Published on Thursday, March 01, 2007 in
fun,
Martin Gardner,
math,
Pi

Sure, Mathworld is a great resource for learning about things like Pi, but that doesn't mean it's all dry and boring. As a matter of fact, if you look closely, Mathworld is a surprisingly amusing site.

It was the Athanasuis Kircher Society that first alerted me to Tupper's Self-Referential Formula. This unusual formula, when plotted on a graphing calculator will form an image of the formula itself!

Next, Mikhail Klassen alerted me to three different amusing numerical laws:

Strong Law of Small Numbers: The first strong law of small numbers (Gardner 1980, Guy 1988ab, Guy 1990) states "There aren't enough small numbers to meet the many demands made of them."

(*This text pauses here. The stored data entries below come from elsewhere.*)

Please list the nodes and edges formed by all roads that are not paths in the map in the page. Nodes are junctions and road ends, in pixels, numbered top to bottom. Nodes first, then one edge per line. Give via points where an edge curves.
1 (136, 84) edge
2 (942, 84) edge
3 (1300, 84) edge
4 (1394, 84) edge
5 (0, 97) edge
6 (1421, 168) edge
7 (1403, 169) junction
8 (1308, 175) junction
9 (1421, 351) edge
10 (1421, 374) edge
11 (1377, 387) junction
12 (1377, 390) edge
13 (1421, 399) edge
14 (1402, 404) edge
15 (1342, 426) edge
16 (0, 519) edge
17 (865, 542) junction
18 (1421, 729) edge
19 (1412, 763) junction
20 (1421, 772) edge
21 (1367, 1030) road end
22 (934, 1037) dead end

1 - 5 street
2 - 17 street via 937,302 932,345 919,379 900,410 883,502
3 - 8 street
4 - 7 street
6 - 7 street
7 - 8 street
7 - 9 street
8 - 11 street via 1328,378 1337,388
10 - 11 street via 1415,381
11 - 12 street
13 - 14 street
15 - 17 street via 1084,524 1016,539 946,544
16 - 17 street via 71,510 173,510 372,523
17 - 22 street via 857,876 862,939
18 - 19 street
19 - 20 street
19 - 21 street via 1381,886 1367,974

The second strong law of small numbers (Guy 1990) states that "When two numbers look equal, it ain't necessarily so."

Law of Truly Large Numbers: With a large enough sample, any outrageous thing is likely to happen (Diaconis and Mosteller 1989).

Frivolous Theorem of Arithmetic: Almost all natural numbers are very, very, very large.

Naturally, these examples led me to explore the site further. First, I ran across the

Pizza Theorem (the second one), which states:

the [formula for the] volume of a pizza of thickness *a* and radius *z* [is]:

pi *z* *z* *a*

The Pizza Theorem is also listed on the

Self Recursion, along with the several questions that employ self-recursion to give their respective answers:

1. In 1978, Raymond Smullyan wrote a book about logical puzzles. *What is the name of this book?*

2. I am the square root of -1. Who am *i*?

3. What would the value of 190 in hexadecimal *be*?

4. Twenty-nine is a *prime* example of what kind of number?

5. The reciprocal of *the square root of two* is half of what number?

6. How many consonants are in “*one*”? How many in “*two*”? And how many in “*three*”?

7. What do you do to the length of an edge of a *cube* to find its volume?

Amusingly, if you look in the

*See Also* section of the self-recursion page, it links to itself.

I don't want to ruin too much of your enjoyment and exploration, so I'll leave you for now with the

Mathematical Humor index.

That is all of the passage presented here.